DATA RECORDS:
⁂

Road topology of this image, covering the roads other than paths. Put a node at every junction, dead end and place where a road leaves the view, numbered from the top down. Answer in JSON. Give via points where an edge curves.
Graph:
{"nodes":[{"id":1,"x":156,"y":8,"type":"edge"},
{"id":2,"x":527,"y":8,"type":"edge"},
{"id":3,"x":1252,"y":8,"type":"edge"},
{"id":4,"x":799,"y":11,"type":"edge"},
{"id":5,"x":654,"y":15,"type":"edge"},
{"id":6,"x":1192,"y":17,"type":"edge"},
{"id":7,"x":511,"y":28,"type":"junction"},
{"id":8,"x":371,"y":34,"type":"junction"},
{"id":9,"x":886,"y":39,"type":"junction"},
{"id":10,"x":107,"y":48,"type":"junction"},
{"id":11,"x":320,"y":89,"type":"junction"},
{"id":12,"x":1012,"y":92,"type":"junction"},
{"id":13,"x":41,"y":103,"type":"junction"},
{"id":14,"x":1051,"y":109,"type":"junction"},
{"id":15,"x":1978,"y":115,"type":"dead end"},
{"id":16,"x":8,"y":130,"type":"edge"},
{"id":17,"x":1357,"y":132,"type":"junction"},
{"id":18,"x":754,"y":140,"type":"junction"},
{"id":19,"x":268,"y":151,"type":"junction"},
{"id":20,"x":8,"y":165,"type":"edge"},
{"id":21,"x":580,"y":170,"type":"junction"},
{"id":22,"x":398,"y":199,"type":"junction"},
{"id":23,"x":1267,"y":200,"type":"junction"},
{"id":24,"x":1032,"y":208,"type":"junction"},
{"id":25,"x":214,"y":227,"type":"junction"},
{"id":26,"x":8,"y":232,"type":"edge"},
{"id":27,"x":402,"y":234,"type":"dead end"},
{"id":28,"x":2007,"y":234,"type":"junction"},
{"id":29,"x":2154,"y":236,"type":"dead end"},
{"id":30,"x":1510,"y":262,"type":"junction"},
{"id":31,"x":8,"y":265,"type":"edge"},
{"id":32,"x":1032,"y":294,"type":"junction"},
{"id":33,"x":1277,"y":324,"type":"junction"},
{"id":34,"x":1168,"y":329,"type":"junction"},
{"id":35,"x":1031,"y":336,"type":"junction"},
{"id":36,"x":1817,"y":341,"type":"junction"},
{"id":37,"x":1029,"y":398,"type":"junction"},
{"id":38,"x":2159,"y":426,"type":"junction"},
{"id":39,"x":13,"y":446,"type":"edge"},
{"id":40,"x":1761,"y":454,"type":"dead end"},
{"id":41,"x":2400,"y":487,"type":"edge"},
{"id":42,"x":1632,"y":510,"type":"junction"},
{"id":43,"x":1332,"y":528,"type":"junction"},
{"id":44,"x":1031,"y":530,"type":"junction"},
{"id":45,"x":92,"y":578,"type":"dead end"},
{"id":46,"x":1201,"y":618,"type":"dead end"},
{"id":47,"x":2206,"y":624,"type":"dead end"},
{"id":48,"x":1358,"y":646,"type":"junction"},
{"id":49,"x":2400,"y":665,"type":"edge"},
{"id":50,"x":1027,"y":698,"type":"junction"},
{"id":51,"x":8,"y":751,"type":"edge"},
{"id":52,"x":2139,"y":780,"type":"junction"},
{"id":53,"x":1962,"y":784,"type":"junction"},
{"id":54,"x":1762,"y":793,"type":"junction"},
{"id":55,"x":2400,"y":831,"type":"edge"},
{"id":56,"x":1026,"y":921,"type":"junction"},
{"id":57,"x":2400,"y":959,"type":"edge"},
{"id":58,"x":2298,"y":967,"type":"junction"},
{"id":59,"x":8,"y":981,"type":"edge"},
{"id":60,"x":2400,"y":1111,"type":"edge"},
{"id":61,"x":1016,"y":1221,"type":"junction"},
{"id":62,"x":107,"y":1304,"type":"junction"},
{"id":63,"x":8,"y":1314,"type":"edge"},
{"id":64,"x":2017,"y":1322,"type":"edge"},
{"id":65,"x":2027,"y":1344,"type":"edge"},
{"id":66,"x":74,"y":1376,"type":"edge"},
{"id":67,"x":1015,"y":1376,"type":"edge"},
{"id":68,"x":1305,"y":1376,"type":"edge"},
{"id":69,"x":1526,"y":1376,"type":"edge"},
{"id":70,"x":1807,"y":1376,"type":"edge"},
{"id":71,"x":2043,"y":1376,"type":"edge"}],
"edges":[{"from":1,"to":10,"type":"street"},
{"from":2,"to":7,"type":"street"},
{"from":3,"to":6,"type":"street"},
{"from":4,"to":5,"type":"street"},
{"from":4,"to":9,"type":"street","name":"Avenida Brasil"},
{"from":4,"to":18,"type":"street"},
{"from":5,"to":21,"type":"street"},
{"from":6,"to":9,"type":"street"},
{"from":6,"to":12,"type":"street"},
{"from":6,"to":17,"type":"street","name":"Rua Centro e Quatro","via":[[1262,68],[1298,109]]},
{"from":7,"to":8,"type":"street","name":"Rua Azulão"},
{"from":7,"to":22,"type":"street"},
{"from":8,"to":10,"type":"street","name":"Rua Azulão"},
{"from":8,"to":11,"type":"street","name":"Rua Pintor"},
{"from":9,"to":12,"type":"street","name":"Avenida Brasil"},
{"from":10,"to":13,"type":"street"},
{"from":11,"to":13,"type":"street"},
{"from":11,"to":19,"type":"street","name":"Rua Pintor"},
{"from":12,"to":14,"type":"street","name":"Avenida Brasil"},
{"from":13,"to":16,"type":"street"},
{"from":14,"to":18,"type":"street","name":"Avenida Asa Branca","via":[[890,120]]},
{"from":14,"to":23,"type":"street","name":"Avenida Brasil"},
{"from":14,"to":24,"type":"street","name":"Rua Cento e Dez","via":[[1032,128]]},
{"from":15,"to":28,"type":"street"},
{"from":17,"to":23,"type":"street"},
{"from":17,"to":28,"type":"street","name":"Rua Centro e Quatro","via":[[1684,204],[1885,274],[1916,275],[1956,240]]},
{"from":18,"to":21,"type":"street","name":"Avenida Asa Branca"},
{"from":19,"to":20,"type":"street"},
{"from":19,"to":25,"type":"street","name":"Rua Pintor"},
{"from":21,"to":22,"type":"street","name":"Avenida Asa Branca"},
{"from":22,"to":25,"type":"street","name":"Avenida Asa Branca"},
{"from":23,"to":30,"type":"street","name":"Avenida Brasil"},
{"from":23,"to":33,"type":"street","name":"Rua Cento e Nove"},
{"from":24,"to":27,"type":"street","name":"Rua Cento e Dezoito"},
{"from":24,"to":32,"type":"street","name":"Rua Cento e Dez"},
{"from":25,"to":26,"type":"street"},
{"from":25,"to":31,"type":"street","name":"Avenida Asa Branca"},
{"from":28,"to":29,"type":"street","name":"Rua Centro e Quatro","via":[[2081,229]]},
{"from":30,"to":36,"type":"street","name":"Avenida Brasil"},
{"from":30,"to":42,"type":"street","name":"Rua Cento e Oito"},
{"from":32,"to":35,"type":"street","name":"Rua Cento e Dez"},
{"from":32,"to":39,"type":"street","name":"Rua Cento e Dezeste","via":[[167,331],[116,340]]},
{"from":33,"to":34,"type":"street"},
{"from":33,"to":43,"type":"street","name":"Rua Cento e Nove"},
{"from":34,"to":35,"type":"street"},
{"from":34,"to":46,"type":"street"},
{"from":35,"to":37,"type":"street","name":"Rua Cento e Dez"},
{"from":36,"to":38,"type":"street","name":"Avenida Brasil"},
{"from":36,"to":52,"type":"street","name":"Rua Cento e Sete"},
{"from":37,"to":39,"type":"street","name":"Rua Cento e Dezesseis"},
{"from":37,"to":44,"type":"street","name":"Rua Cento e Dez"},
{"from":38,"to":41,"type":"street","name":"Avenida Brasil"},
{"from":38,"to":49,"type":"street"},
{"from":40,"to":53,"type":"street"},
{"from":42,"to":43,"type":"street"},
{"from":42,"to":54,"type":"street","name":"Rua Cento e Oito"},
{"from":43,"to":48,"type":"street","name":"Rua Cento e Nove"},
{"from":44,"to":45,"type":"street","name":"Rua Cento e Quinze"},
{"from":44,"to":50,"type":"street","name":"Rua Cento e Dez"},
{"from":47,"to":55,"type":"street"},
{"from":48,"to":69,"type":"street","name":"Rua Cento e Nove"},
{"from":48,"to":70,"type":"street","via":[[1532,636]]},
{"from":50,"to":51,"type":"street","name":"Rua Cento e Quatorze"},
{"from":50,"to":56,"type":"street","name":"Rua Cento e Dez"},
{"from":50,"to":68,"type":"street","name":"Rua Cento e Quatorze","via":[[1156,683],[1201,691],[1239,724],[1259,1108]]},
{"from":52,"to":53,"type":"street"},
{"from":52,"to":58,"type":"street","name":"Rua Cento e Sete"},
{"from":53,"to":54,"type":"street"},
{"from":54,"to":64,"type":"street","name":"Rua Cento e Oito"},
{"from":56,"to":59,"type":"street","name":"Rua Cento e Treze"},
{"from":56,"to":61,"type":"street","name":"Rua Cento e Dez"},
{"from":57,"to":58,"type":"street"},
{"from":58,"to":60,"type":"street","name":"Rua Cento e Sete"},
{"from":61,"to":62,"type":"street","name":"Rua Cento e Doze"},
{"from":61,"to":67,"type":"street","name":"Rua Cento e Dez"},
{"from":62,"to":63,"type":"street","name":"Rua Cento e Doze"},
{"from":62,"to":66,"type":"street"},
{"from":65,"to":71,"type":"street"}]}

⁂

TASK TO CARRY OUT:
Take the entries above and copy out all lines with the string "Azulão".

EXERCISE SOLUTION:
{"from":7,"to":8,"type":"street","name":"Rua Azulão"},
{"from":8,"to":10,"type":"street","name":"Rua Azulão"},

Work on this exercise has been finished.